Después de una tarde mecida suavemente por el vaivén confortante de momentos vivaces y aletargados, llegó la hora de marchar, se encaminaron hacia la carretera y esperaron en el borde por unos minutos el camión de regreso. Una vez arriba, Mario volvió a arrinconarse ensimismado, triste por el hecho de pensar que por el puente del fin de semana, tendría que esperar hasta el lunes para ver a Claudia. Candi lo miraba de reojo mientras platicaba con Chela en el asiento de al lado, Alma y Aurelio iban sentados tras ellas y Güicho, quien no había alcanzado lugar, trataba de mantener el equilibrio en lo físico, pero más, emocionalmente. La tarde iba cubriendo de oscuridad el horizonte rojo encendido y al empezar la bajada de la sierra, a lo lejos, cientos de puntitos luminosos ya encendidos en las laderas de la cañada, postal vespertina, indicaban la cercanía de Guanajuato.

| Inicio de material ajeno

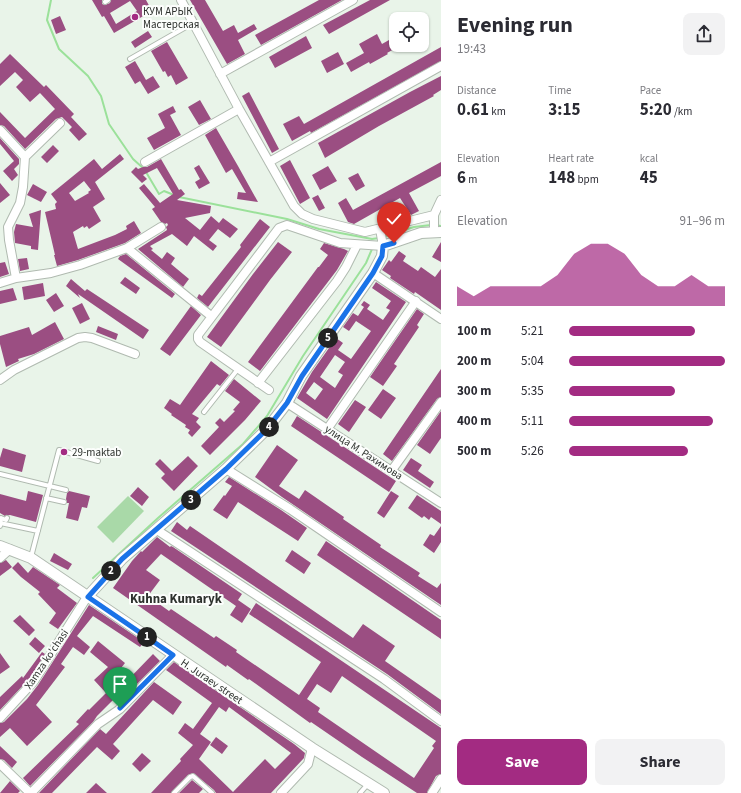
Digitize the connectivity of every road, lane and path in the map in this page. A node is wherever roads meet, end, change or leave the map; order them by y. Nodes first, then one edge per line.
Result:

Acompañaron a las muchachas hasta el jardín del Cantador y todos se despidieron contentos y cansados. Mario y Gúicho caminaron juntos hacia el centro, pero por razones diferentes, los grandes amigos, casi ni se dirigieron la palabra: Mario fantaseando con Claudia y Luis con Candi clavada en el pecho, luchando con todas sus fuerzas para no darle cabida al resentimiento. Normalmente se ponían de acuerdo para regresar juntos a León, pero Luis evadió el compromiso y salió más temprano que de costumbre.

Como a medio semestre Mario se empecinó en acompañar a Claudia, fueron a Cuevas en un paseo con su grupo de Contabilidad. La relación se deterioraba con rapidez y Mario trataba a toda costa de repararla. Por un momento logró alejarla del grupo y caminando bajo una arboleda intentó crear un ambiente romántico, ilusionado con el aroma de la maleza y el trinar de los gorriones (¿cómo sabes que son gorriones? dijo despectiva) trató inútilmente de tomarla de la mano. Afligido y mirando al suelo, descubrió una mata de tréboles, le preguntó a Claudia qué deseo pediría si encontrara un trébol de cuatro hojas y ella le respondió que eso le parecía estúpido. Entonces recordó: ¿De veras? ¿Estás seguro que no necesitamos un trébol de cuatro hojas?

Inesperadamente Claudia se inclinó y cortó por el tallo el receptáculo tupido de un diente de león, observó la perfecta estructura y lo frágil de su constitución… sólo le bastó un leve soplido para destruirlo.